Items listed in a dataset

┏━━

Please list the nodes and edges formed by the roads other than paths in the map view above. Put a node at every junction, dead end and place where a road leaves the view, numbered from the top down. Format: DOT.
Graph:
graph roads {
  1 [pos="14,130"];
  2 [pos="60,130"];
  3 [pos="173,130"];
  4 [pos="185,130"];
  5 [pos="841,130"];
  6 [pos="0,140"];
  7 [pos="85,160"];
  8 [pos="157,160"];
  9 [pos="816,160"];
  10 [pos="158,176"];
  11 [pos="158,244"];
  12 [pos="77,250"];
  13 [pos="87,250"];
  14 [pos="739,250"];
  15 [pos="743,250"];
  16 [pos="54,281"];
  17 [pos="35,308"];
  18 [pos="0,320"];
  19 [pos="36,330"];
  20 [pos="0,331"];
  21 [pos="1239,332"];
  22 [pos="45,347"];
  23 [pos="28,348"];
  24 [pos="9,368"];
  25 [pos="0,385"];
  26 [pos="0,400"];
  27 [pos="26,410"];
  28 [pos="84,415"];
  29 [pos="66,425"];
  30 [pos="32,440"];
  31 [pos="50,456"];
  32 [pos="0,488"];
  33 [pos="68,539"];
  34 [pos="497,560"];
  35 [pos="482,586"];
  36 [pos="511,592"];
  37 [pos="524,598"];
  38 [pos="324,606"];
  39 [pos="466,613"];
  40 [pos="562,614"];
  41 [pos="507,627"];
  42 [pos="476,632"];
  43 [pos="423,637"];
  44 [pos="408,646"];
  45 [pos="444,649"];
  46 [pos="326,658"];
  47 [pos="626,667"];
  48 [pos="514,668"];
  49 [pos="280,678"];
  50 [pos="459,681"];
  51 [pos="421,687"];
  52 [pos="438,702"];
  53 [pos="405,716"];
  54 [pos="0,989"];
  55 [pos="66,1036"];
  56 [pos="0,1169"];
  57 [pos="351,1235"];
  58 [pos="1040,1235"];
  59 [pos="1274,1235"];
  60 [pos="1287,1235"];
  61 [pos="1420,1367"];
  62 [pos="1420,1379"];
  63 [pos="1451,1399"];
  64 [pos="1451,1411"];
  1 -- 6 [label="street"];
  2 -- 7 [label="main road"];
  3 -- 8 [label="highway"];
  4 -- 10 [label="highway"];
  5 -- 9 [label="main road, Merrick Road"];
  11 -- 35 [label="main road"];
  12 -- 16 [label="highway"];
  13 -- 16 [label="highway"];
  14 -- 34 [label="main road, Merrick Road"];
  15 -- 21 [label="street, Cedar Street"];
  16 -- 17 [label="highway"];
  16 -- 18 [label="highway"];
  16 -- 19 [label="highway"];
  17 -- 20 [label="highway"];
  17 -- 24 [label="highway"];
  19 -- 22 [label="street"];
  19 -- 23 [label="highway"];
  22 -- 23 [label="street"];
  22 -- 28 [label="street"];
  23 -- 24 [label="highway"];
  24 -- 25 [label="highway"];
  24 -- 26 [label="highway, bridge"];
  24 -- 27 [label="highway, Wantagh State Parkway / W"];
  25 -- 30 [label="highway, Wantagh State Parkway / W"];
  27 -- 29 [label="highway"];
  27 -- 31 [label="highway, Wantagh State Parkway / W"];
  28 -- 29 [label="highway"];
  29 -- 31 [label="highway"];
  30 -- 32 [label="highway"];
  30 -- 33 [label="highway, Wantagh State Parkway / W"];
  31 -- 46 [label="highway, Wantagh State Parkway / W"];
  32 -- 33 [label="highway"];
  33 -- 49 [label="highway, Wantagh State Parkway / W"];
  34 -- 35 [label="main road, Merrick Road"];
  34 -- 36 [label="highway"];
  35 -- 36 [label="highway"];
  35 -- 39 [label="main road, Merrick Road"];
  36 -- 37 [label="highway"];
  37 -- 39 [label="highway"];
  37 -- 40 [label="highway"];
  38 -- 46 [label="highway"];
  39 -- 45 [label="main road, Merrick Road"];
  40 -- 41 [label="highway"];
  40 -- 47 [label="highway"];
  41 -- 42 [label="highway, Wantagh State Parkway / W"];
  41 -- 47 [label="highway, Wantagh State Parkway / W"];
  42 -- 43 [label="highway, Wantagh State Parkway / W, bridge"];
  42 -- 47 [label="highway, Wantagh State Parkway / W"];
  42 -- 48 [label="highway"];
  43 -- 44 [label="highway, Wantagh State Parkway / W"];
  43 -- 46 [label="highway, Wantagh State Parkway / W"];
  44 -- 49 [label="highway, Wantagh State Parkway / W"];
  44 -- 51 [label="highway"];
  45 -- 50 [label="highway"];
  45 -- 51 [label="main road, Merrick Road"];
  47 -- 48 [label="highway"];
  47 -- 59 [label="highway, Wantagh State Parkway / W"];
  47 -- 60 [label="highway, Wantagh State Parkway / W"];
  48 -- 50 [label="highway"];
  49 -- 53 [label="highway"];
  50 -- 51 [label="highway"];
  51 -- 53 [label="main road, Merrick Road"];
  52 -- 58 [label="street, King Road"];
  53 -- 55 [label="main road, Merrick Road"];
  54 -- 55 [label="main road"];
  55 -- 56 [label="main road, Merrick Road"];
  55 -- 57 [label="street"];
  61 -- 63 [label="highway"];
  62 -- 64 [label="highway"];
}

┗━━

Every entry above must be returned word for word.

Please list the nodes and edges formed by the roads other than paths in the map view above. Put a node at every junction, dead end and place where a road leaves the view, numbered from the top down. Format: DOT.
Graph:
graph roads {
  1 [pos="14,130"];
  2 [pos="60,130"];
  3 [pos="173,130"];
  4 [pos="185,130"];
  5 [pos="841,130"];
  6 [pos="0,140"];
  7 [pos="85,160"];
  8 [pos="157,160"];
  9 [pos="816,160"];
  10 [pos="158,176"];
  11 [pos="158,244"];
  12 [pos="77,250"];
  13 [pos="87,250"];
  14 [pos="739,250"];
  15 [pos="743,250"];
  16 [pos="54,281"];
  17 [pos="35,308"];
  18 [pos="0,320"];
  19 [pos="36,330"];
  20 [pos="0,331"];
  21 [pos="1239,332"];
  22 [pos="45,347"];
  23 [pos="28,348"];
  24 [pos="9,368"];
  25 [pos="0,385"];
  26 [pos="0,400"];
  27 [pos="26,410"];
  28 [pos="84,415"];
  29 [pos="66,425"];
  30 [pos="32,440"];
  31 [pos="50,456"];
  32 [pos="0,488"];
  33 [pos="68,539"];
  34 [pos="497,560"];
  35 [pos="482,586"];
  36 [pos="511,592"];
  37 [pos="524,598"];
  38 [pos="324,606"];
  39 [pos="466,613"];
  40 [pos="562,614"];
  41 [pos="507,627"];
  42 [pos="476,632"];
  43 [pos="423,637"];
  44 [pos="408,646"];
  45 [pos="444,649"];
  46 [pos="326,658"];
  47 [pos="626,667"];
  48 [pos="514,668"];
  49 [pos="280,678"];
  50 [pos="459,681"];
  51 [pos="421,687"];
  52 [pos="438,702"];
  53 [pos="405,716"];
  54 [pos="0,989"];
  55 [pos="66,1036"];
  56 [pos="0,1169"];
  57 [pos="351,1235"];
  58 [pos="1040,1235"];
  59 [pos="1274,1235"];
  60 [pos="1287,1235"];
  61 [pos="1420,1367"];
  62 [pos="1420,1379"];
  63 [pos="1451,1399"];
  64 [pos="1451,1411"];
  1 -- 6 [label="street"];
  2 -- 7 [label="main road"];
  3 -- 8 [label="highway"];
  4 -- 10 [label="highway"];
  5 -- 9 [label="main road, Merrick Road"];
  11 -- 35 [label="main road"];
  12 -- 16 [label="highway"];
  13 -- 16 [label="highway"];
  14 -- 34 [label="main road, Merrick Road"];
  15 -- 21 [label="street, Cedar Street"];
  16 -- 17 [label="highway"];
  16 -- 18 [label="highway"];
  16 -- 19 [label="highway"];
  17 -- 20 [label="highway"];
  17 -- 24 [label="highway"];
  19 -- 22 [label="street"];
  19 -- 23 [label="highway"];
  22 -- 23 [label="street"];
  22 -- 28 [label="street"];
  23 -- 24 [label="highway"];
  24 -- 25 [label="highway"];
  24 -- 26 [label="highway, bridge"];
  24 -- 27 [label="highway, Wantagh State Parkway / W"];
  25 -- 30 [label="highway, Wantagh State Parkway / W"];
  27 -- 29 [label="highway"];
  27 -- 31 [label="highway, Wantagh State Parkway / W"];
  28 -- 29 [label="highway"];
  29 -- 31 [label="highway"];
  30 -- 32 [label="highway"];
  30 -- 33 [label="highway, Wantagh State Parkway / W"];
  31 -- 46 [label="highway, Wantagh State Parkway / W"];
  32 -- 33 [label="highway"];
  33 -- 49 [label="highway, Wantagh State Parkway / W"];
  34 -- 35 [label="main road, Merrick Road"];
  34 -- 36 [label="highway"];
  35 -- 36 [label="highway"];
  35 -- 39 [label="main road, Merrick Road"];
  36 -- 37 [label="highway"];
  37 -- 39 [label="highway"];
  37 -- 40 [label="highway"];
  38 -- 46 [label="highway"];
  39 -- 45 [label="main road, Merrick Road"];
  40 -- 41 [label="highway"];
  40 -- 47 [label="highway"];
  41 -- 42 [label="highway, Wantagh State Parkway / W"];
  41 -- 47 [label="highway, Wantagh State Parkway / W"];
  42 -- 43 [label="highway, Wantagh State Parkway / W, bridge"];
  42 -- 47 [label="highway, Wantagh State Parkway / W"];
  42 -- 48 [label="highway"];
  43 -- 44 [label="highway, Wantagh State Parkway / W"];
  43 -- 46 [label="highway, Wantagh State Parkway / W"];
  44 -- 49 [label="highway, Wantagh State Parkway / W"];
  44 -- 51 [label="highway"];
  45 -- 50 [label="highway"];
  45 -- 51 [label="main road, Merrick Road"];
  47 -- 48 [label="highway"];
  47 -- 59 [label="highway, Wantagh State Parkway / W"];
  47 -- 60 [label="highway, Wantagh State Parkway / W"];
  48 -- 50 [label="highway"];
  49 -- 53 [label="highway"];
  50 -- 51 [label="highway"];
  51 -- 53 [label="main road, Merrick Road"];
  52 -- 58 [label="street, King Road"];
  53 -- 55 [label="main road, Merrick Road"];
  54 -- 55 [label="main road"];
  55 -- 56 [label="main road, Merrick Road"];
  55 -- 57 [label="street"];
  61 -- 63 [label="highway"];
  62 -- 64 [label="highway"];
}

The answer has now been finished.